Google, Facebook and others continue to be interested in buying Twitter, the microblog service whose value has increased with the 2010 introduction of ads linked to the short messages.
Google and Facebook, whose rivalry has grown more intense as the social network has lured eyeballs from the search giant, have reportedly broached the notion of acquiring Twitter for $8 billion to $10 billion (£5 billion to £6.2 billion), according to The Wall Street Journal.
It is also more than double the company’s estimated worth as of December, when it banked $200 million (£125 million) in venture capital funding, valuing the company at $3.7 billion (£2.3 billion). Andreessen Horowitz also reportedly just pumped $80 million (£50 million) into the company.
The pricey offers are predicated on potential upside, not unlike that of local deals Website Groupon, which spurned a $6 billion buy-out offer from Google to take $950 million (£592 million) in funding to grow.
Twitter has 200 million users and, according to eMarketer, is on course to make $150 million in advertising, or triple its 2010 earnings, in 2011.

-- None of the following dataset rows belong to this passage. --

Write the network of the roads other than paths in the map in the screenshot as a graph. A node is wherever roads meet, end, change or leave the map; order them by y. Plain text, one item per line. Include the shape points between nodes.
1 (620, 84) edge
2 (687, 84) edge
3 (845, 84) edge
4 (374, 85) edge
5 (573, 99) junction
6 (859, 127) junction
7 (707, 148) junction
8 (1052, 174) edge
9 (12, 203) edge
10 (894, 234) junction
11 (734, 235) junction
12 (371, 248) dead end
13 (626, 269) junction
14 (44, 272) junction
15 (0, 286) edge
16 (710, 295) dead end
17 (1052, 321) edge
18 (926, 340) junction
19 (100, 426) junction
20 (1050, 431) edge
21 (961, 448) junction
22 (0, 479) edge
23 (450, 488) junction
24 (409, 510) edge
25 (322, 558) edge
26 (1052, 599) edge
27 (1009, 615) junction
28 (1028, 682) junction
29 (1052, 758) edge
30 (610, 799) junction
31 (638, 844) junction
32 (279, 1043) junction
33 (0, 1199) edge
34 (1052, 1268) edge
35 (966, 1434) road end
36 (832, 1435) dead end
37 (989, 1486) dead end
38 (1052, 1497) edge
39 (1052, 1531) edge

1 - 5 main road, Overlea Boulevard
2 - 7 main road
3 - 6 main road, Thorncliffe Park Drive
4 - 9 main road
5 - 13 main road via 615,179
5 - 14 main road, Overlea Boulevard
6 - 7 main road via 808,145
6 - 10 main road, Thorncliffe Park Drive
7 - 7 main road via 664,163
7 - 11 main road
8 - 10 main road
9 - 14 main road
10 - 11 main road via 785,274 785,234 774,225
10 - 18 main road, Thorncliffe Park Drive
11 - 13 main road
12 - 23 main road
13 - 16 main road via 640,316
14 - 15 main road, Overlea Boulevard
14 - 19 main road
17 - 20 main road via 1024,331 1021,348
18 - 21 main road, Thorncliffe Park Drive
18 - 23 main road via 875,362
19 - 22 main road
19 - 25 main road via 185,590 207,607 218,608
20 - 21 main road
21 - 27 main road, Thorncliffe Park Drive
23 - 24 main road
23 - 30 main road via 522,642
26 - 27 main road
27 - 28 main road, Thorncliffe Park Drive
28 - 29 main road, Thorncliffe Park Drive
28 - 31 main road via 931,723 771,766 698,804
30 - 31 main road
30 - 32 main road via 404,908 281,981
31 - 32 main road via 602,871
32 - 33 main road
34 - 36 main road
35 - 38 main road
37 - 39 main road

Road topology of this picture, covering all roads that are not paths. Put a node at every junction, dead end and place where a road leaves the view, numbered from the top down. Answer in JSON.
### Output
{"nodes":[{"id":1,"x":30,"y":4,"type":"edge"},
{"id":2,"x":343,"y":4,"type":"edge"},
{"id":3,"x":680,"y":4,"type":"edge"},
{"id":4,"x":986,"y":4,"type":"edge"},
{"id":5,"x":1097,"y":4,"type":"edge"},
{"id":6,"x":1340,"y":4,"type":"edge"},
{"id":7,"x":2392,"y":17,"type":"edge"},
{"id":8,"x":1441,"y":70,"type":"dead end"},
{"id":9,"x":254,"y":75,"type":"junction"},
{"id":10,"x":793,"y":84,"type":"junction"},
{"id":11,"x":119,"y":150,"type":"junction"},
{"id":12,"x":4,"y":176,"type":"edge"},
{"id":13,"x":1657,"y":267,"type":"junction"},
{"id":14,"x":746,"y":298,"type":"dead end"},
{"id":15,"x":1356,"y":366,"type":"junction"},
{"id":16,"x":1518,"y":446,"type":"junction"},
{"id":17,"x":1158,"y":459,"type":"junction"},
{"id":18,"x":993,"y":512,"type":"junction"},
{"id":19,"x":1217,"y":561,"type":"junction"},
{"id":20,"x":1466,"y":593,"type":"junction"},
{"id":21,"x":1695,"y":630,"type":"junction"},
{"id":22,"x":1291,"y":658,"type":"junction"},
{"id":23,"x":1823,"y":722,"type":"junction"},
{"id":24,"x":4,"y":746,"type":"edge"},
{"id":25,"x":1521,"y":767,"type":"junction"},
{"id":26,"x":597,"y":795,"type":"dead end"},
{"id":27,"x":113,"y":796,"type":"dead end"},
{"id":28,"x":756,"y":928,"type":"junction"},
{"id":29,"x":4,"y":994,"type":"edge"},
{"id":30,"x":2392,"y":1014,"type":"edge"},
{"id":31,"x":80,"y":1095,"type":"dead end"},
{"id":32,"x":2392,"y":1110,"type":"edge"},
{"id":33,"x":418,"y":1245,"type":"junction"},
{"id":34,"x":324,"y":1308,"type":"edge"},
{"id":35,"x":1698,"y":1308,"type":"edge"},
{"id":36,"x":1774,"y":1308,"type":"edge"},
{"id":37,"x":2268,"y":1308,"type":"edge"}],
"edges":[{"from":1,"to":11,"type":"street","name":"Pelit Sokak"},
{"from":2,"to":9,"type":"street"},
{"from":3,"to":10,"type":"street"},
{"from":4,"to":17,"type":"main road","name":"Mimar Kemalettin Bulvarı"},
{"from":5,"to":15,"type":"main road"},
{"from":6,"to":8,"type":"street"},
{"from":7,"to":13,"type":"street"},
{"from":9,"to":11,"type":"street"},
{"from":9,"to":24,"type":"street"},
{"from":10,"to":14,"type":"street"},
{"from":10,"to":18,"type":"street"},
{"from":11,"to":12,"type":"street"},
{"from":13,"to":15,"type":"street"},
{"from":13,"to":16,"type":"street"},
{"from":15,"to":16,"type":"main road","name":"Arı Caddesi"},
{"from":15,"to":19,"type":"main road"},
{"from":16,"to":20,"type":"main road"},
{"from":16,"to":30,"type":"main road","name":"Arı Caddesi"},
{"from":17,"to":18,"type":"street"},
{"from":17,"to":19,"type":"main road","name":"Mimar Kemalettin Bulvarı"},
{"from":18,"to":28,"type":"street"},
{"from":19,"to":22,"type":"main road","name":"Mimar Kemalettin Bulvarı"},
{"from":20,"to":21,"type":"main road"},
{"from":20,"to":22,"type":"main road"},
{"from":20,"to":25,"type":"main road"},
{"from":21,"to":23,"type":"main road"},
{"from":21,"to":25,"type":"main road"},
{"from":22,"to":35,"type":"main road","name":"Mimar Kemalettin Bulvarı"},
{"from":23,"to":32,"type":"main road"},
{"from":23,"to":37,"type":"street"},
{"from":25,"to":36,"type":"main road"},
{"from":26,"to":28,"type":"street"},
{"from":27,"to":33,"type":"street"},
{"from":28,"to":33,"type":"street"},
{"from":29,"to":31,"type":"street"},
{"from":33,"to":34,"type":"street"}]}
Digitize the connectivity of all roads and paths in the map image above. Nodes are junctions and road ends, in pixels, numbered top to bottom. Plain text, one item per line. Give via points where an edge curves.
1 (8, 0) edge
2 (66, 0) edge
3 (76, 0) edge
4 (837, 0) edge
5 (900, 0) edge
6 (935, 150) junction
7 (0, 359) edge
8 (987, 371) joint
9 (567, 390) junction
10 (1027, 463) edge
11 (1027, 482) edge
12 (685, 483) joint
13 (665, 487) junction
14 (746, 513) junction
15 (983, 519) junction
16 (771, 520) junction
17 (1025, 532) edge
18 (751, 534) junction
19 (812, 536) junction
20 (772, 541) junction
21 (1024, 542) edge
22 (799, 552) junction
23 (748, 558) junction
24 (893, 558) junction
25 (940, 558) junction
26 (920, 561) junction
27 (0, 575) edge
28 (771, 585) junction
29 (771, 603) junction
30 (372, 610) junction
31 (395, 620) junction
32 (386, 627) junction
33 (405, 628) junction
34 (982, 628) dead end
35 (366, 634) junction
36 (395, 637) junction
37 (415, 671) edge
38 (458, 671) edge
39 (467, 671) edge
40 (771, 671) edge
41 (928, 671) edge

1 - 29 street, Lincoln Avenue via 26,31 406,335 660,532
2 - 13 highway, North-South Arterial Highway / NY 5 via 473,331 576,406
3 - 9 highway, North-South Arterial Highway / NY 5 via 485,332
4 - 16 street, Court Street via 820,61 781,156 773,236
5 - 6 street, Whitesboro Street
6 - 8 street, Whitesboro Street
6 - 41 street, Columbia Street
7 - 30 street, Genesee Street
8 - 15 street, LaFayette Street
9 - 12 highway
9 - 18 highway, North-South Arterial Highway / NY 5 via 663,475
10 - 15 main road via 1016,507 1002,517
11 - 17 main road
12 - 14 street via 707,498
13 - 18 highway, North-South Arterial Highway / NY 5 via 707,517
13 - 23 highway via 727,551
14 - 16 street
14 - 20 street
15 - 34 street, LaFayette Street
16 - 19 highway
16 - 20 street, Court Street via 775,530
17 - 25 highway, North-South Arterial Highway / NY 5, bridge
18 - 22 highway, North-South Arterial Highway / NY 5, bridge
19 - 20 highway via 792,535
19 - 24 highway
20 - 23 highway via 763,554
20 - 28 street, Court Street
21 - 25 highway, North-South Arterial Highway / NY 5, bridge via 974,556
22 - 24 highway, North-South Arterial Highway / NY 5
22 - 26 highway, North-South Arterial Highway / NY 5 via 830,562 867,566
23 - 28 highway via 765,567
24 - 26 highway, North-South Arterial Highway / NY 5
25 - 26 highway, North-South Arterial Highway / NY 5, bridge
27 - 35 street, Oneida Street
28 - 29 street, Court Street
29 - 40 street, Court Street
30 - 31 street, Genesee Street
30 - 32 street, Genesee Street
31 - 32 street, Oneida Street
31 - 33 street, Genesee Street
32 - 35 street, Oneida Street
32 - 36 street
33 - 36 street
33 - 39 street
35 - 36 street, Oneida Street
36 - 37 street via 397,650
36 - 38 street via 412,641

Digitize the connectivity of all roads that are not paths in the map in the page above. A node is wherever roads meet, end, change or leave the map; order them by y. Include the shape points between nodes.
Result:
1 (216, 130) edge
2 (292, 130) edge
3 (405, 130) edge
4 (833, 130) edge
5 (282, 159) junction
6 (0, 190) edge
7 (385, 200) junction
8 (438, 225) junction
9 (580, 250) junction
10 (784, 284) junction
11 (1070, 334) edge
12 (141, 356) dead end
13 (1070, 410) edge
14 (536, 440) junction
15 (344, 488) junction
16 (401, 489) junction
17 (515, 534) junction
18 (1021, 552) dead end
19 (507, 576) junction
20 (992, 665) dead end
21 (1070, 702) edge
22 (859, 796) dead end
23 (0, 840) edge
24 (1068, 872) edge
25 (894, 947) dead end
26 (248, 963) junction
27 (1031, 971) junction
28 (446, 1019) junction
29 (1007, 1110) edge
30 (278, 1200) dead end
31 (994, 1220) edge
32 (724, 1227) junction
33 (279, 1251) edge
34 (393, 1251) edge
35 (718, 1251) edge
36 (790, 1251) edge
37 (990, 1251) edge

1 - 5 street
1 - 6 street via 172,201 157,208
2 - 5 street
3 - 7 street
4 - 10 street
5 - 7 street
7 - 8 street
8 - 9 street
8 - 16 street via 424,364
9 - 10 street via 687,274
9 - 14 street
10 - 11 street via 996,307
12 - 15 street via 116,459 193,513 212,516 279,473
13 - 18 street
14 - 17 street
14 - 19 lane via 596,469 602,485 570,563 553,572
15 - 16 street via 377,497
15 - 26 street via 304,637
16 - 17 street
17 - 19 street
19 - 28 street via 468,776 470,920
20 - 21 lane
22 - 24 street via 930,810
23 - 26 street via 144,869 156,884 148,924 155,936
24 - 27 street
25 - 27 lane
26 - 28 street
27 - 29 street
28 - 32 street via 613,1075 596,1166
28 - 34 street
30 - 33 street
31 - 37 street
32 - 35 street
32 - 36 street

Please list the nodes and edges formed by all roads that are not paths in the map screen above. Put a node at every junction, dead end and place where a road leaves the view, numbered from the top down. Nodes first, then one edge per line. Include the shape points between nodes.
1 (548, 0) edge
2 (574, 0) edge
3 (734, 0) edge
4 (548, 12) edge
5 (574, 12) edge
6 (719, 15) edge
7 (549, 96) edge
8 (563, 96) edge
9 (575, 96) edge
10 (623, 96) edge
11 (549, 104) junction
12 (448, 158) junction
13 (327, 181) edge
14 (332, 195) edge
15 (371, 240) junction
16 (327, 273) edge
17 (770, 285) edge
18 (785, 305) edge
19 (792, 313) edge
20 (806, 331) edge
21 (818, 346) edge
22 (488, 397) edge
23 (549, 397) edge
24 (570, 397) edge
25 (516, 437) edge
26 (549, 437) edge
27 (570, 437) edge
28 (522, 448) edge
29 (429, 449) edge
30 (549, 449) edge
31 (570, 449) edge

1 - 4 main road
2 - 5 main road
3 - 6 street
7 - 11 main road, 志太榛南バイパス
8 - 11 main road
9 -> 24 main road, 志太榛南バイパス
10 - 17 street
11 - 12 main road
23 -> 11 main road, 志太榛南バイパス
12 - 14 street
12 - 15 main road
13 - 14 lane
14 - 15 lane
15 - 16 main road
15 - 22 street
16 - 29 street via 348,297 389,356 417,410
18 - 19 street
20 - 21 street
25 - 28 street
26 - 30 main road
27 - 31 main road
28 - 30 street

The ad revenue could be greater if Twitter continues to successfully drive its Promoted products suite and launches its self-serve platform en masse this year.
Launched last April under the aegis of Twitter CEO Dick Costolo, Promoted Tweets allows companies to pay for tweets hawking their products on a CPM (cost per mille) basis, or per thousand people who see their tweets.
Promoted Trends features a company or product name in the trending topics on Twitter. The newest ad offering is Promoted Accounts, which are suggested based on a user’s public list of whom they follow. All these products have proven their worth.
One would be tempted to take the acquisition talks lightly, given Twitter’s management – including co-founders Evan Williams and Biz Stone, as well as Costolo – has pledged to build an independent business, perhaps becoming a $100 billion public company, according to the Journal.
As for the suitors, one could easily argue Google is in much greater need of a social-communications tool than Facebook. Google’s +1 social-layer service is allegedly months away from emerging, and Facebook continues to build user engagement, beating out Google, Yahoo and Microsoft in time spent online in 2010.
Facebook is not in dire need of generating traffic or a social-communications tool, so the smart guess is Facebook is talking just to up any prospective bid from Google or anyone else.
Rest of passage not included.